| What you should do |
The data below should be retyped exactly, with the pictures left out.

| The input |
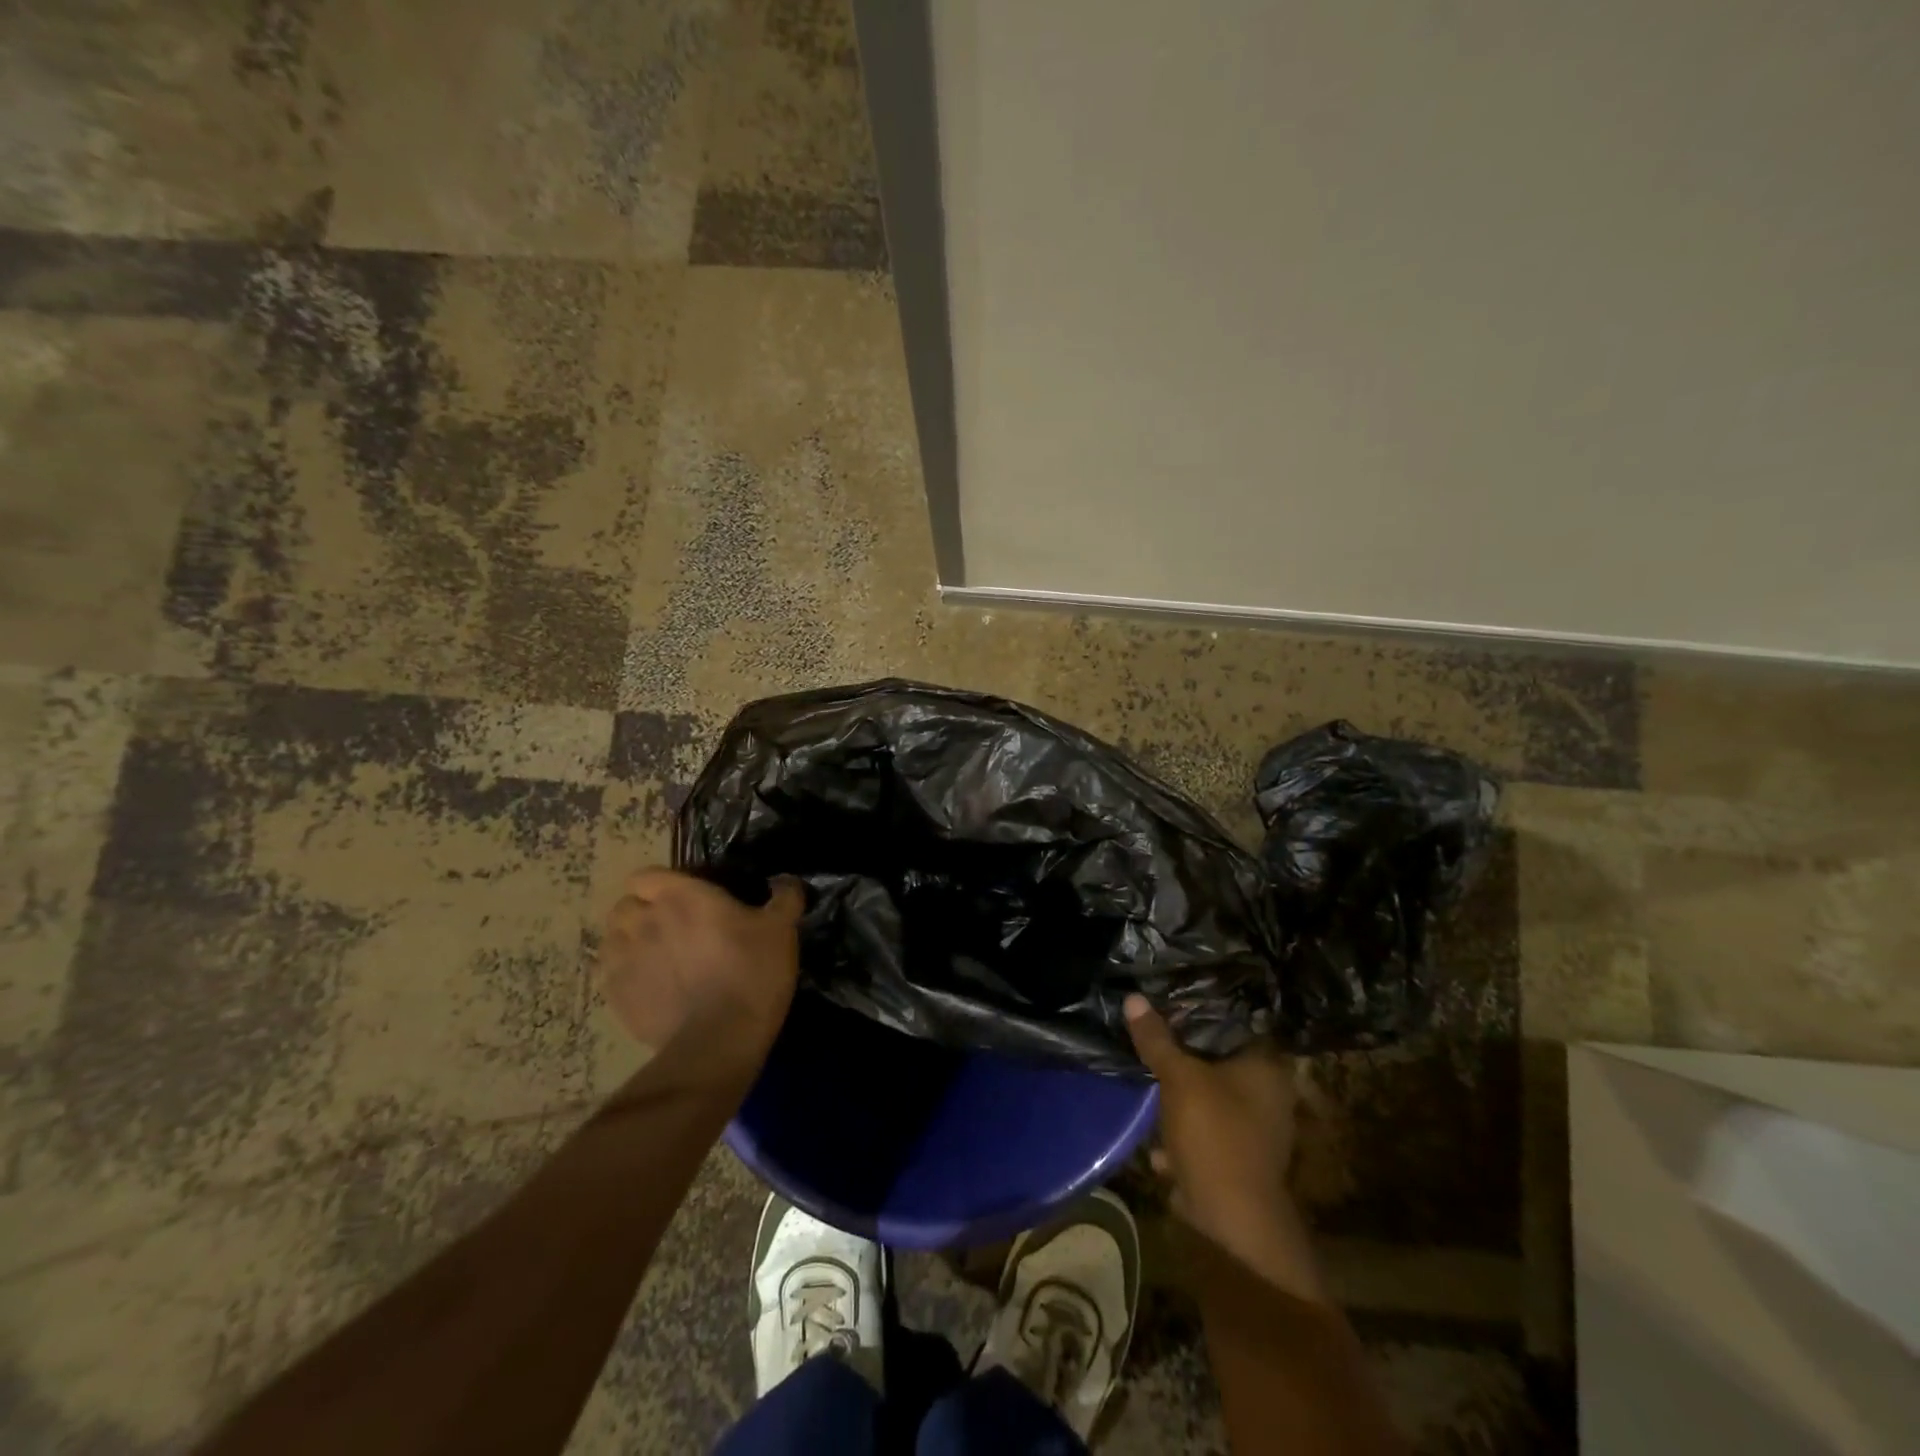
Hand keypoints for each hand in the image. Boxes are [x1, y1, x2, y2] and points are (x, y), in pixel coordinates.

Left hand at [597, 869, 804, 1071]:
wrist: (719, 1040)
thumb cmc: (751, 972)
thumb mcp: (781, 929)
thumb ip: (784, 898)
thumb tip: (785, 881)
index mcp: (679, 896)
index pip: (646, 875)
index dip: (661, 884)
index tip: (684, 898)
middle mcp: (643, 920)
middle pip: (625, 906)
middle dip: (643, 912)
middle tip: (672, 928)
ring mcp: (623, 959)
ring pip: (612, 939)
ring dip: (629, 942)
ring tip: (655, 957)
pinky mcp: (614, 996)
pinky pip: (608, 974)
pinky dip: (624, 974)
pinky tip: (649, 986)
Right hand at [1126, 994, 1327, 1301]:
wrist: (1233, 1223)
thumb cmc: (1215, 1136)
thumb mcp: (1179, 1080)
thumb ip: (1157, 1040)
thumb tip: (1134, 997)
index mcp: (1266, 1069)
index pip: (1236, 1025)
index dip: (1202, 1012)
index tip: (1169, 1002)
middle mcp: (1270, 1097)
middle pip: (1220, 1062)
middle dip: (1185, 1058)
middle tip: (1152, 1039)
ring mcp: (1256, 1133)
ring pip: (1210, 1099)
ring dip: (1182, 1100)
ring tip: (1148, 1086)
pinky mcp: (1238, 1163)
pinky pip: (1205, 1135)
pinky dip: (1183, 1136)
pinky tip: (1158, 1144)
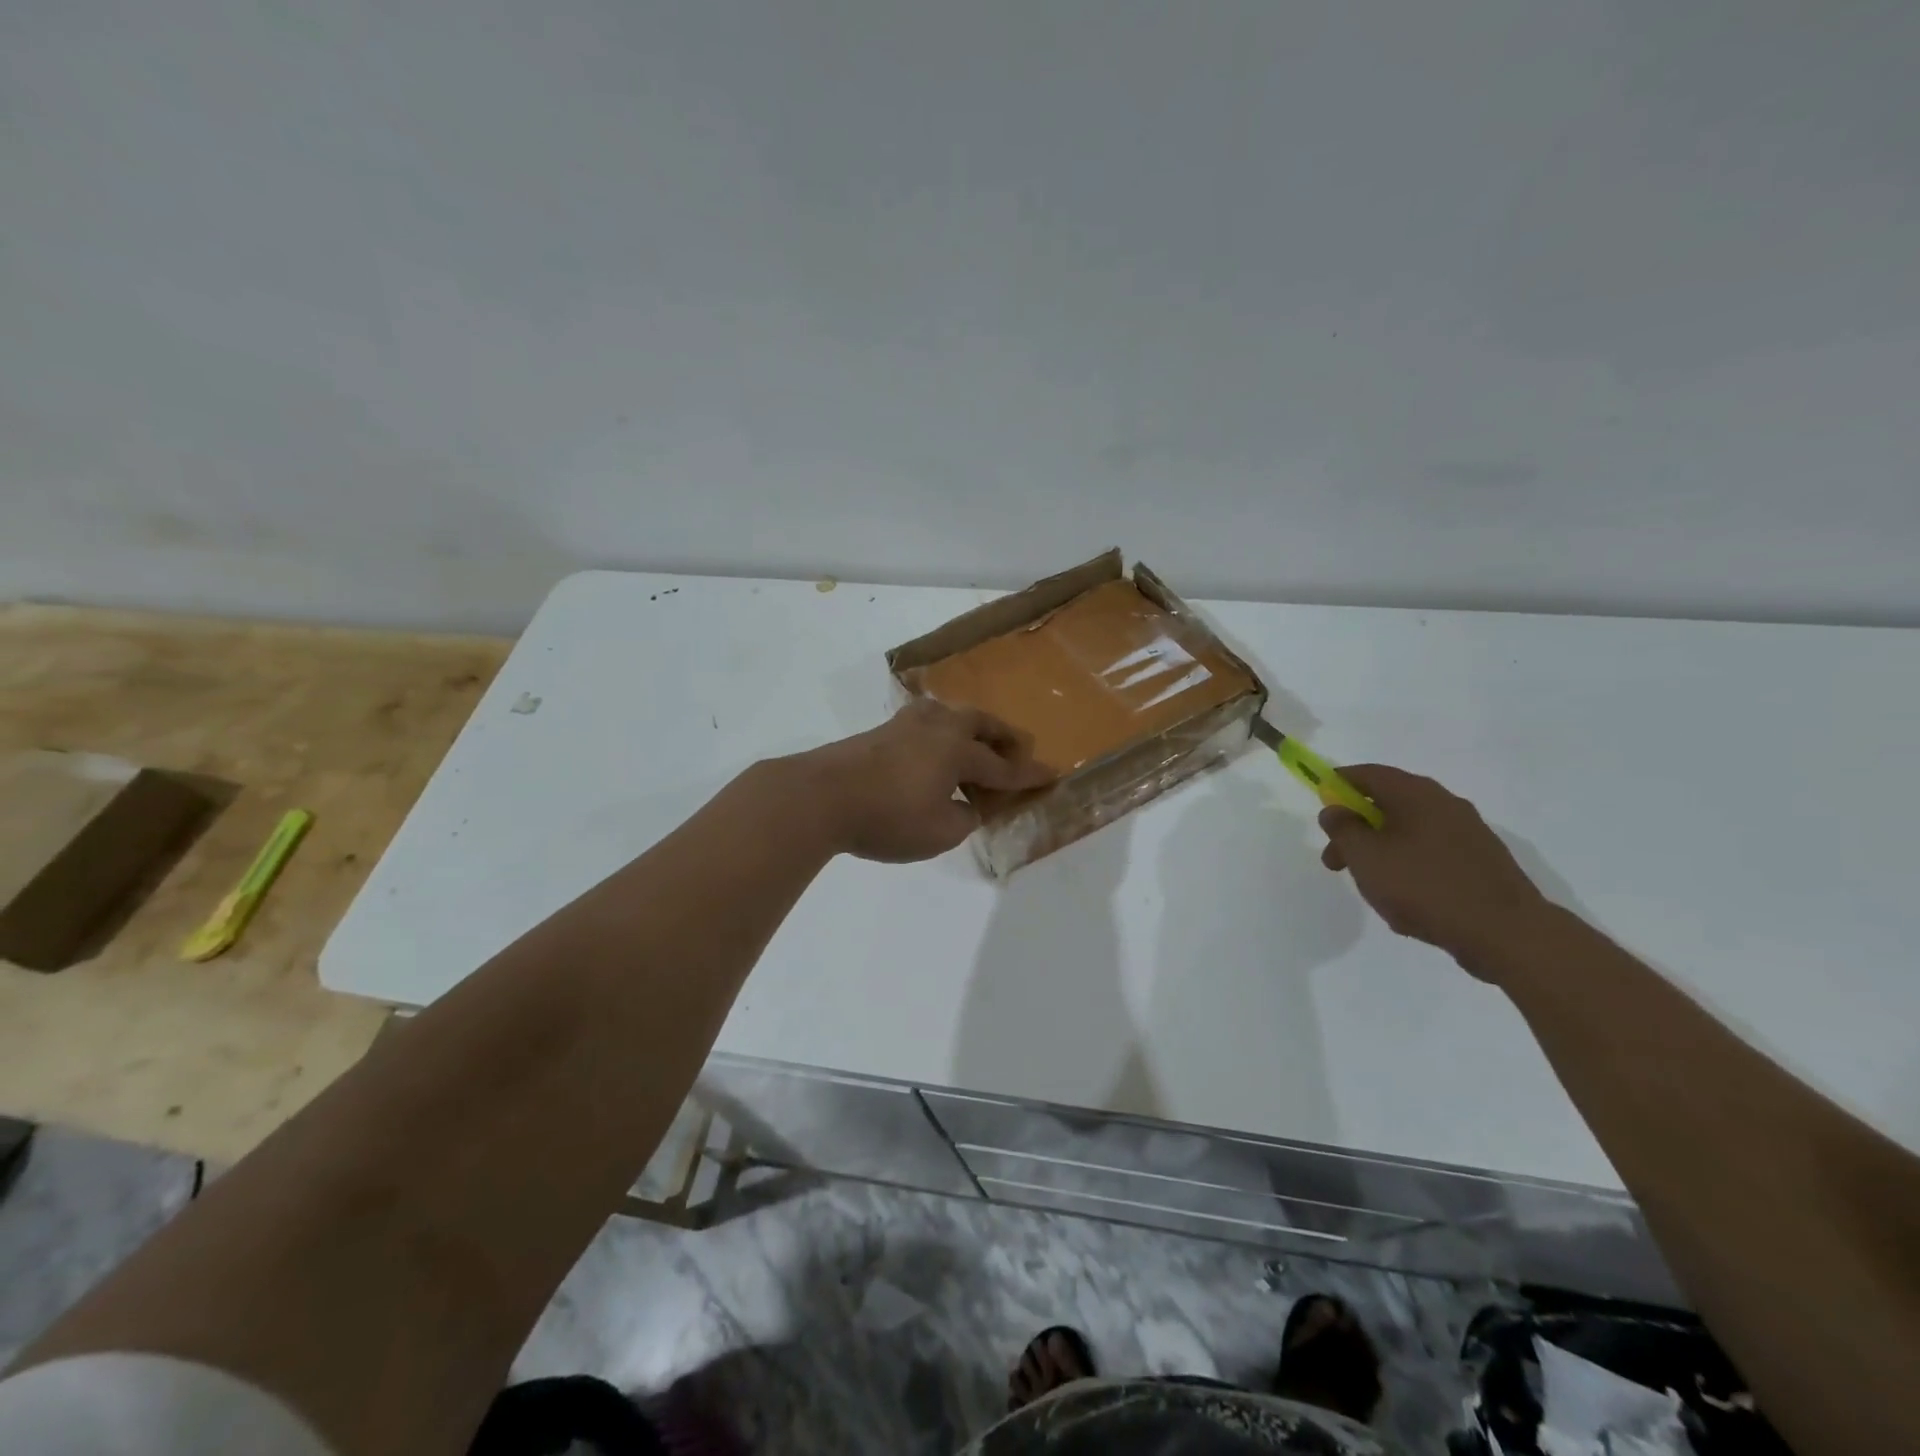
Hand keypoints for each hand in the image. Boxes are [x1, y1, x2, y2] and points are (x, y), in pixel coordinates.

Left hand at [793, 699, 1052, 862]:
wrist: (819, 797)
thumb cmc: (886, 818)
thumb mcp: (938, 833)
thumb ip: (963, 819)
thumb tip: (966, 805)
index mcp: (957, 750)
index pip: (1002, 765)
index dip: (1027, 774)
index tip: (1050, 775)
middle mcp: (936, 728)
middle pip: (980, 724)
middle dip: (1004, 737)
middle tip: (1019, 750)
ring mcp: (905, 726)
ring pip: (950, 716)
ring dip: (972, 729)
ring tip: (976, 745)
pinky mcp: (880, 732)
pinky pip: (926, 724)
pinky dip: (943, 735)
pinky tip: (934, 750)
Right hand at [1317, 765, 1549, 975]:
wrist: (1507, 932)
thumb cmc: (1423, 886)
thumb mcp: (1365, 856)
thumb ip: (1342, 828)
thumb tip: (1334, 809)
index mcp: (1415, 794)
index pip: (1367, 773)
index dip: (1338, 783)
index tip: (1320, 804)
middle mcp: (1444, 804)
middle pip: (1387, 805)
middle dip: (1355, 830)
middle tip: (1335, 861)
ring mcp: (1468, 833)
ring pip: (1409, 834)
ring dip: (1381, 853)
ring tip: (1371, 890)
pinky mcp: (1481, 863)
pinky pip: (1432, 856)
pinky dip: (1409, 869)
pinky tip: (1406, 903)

| Written answer |
Hand keypoints for each hand in the image. Boxes are [x1, y1, x2, y2] and points are (x, y), in pixel coordinates.

Left hand at [597, 869, 804, 1071]:
wrist: (719, 1040)
thumb cmc: (751, 972)
thumb mcp: (781, 929)
thumb ip: (784, 898)
thumb tip: (785, 881)
index mcp: (679, 896)
index pip: (646, 875)
index dip: (661, 884)
index tip: (684, 898)
middle mcp: (643, 920)
middle pip: (625, 906)
middle dip: (643, 912)
middle tip: (672, 928)
ring mcp: (623, 959)
ring pip: (612, 939)
ring dip: (629, 942)
ring tip: (655, 957)
pinky mcp: (614, 996)
pinky pip: (608, 974)
pinky dip: (624, 974)
pinky tip: (649, 986)
Right hand at [1126, 994, 1327, 1301]:
wrist: (1233, 1223)
thumb cmc: (1215, 1136)
thumb mcp: (1179, 1080)
thumb ip: (1157, 1040)
thumb tip: (1134, 997)
index mcp: (1266, 1069)
index pip: (1236, 1025)
index dip: (1202, 1012)
index tip: (1169, 1002)
middle mcp: (1270, 1097)
middle pip: (1220, 1062)
middle dip: (1185, 1058)
middle tip: (1152, 1039)
ring mcp: (1256, 1133)
ring pip: (1210, 1099)
ring dip: (1182, 1100)
ring tip: (1148, 1086)
pinky mcp: (1238, 1163)
pinky pip: (1205, 1135)
pinky dip: (1183, 1136)
pinky tip: (1158, 1144)
Hand keypoints for each hand in the image. Boxes are [x1, y1, x2, y2] and points are (x, y), in pixel coordinates.

Left hand at [793, 699, 1052, 862]:
wrist: (819, 797)
thumb cmc: (886, 818)
thumb mcp: (938, 833)
thumb ip: (963, 819)
thumb tip: (966, 805)
index mcp: (957, 750)
index pip: (1002, 765)
index dip: (1027, 774)
index tip: (1050, 775)
middle mcp: (936, 728)
middle pip: (980, 724)
middle dip: (1004, 737)
middle tip: (1019, 750)
ring mcp: (905, 726)
ring pip: (950, 716)
ring dip: (972, 729)
ring tip: (976, 745)
pinky mcp: (880, 732)
pinky pip: (926, 724)
pinky dip: (943, 735)
pinky tip: (934, 750)
Right hand at [1317, 765, 1549, 975]:
wrist: (1507, 932)
thumb cmc: (1423, 886)
thumb mcp: (1365, 856)
thumb ip: (1342, 828)
thumb tip: (1334, 809)
index mcp: (1415, 794)
index pip: (1367, 773)
index dip: (1338, 783)
index tip: (1320, 804)
middle mcp: (1444, 804)
middle pip: (1387, 805)
middle dip: (1355, 830)
middle tip: (1335, 861)
ring mcp: (1468, 833)
ring pip: (1409, 834)
ring dip: (1381, 853)
ring tip: (1371, 890)
pinky mcp: (1481, 863)
pinky pip: (1432, 856)
pinky dip: (1409, 869)
pinky tip: (1406, 903)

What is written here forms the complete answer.